Extracted data entries
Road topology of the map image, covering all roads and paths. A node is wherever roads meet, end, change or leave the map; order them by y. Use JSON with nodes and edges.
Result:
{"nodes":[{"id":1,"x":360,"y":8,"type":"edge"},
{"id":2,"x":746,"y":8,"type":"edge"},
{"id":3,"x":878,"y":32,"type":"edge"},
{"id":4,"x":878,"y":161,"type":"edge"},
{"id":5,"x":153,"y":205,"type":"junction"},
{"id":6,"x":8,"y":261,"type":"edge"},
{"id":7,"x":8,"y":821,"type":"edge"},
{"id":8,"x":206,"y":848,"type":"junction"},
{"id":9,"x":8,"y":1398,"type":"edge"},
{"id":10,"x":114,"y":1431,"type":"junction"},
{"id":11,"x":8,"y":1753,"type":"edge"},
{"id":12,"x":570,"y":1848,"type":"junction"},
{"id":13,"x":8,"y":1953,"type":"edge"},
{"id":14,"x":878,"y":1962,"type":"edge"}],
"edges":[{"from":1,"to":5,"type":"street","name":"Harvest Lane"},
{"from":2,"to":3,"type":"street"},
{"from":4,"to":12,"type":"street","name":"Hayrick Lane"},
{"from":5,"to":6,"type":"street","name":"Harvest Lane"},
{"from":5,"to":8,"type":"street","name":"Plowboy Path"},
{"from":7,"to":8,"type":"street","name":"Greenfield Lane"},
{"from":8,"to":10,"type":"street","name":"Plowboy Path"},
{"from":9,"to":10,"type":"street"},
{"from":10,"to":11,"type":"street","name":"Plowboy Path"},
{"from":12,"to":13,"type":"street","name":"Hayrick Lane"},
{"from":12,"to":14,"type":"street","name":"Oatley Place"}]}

==

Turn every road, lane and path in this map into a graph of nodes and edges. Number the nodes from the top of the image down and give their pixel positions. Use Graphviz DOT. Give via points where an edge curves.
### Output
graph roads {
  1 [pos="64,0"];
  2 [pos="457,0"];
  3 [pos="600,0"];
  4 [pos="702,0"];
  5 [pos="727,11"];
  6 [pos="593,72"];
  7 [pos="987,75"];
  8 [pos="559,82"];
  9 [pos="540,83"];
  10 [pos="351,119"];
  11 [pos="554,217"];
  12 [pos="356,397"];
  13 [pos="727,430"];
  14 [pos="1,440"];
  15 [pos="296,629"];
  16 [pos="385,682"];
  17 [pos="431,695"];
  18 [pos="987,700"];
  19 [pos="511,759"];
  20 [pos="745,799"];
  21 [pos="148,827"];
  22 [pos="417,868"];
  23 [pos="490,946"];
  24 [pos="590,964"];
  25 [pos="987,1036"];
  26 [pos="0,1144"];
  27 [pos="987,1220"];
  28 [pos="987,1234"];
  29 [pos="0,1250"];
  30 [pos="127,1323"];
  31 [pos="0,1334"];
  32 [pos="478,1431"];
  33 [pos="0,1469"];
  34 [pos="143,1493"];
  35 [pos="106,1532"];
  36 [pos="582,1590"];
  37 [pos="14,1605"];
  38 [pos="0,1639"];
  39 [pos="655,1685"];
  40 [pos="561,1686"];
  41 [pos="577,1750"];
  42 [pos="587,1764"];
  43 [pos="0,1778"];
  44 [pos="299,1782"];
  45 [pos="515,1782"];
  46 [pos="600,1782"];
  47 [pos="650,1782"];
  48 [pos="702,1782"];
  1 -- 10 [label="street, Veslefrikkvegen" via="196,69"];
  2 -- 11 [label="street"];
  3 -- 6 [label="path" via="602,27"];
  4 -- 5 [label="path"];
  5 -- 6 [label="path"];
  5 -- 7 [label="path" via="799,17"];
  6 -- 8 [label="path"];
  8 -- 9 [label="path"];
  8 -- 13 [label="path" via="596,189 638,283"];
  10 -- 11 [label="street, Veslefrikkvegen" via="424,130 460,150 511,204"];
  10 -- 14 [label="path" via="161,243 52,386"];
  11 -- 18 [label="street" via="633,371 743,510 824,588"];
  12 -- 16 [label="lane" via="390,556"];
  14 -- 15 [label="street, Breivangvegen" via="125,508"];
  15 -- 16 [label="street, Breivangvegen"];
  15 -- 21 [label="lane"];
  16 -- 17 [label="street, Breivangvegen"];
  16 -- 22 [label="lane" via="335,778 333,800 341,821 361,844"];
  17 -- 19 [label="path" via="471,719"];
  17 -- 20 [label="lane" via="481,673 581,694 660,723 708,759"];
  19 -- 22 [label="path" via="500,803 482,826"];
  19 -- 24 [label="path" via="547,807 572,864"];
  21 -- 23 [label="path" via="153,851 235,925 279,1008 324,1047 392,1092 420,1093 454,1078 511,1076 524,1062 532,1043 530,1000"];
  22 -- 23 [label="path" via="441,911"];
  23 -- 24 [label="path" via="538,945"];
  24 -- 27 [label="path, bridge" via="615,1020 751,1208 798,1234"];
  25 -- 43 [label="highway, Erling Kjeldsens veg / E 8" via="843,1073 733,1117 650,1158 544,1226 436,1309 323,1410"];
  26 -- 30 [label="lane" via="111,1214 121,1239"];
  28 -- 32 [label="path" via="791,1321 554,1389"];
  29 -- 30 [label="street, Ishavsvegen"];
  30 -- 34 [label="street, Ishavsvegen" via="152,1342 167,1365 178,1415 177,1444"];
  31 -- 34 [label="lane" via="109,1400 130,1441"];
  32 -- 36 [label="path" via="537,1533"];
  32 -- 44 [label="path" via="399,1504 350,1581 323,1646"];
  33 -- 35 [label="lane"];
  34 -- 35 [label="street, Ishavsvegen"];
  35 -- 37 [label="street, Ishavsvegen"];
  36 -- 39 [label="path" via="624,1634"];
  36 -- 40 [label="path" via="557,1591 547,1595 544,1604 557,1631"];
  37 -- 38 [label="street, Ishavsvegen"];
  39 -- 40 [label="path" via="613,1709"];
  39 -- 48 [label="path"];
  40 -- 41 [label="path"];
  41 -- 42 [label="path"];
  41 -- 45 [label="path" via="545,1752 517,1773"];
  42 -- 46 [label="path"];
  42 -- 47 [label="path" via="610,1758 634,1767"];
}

**Task statement**
Spot every line in the entries that includes the word "Veslefrikkvegen", and copy each one out.

**Worked solution**
  1 -- 10 [label="street, Veslefrikkvegen" via="196,69"];
  10 -- 11 [label="street, Veslefrikkvegen" via="424,130 460,150 511,204"];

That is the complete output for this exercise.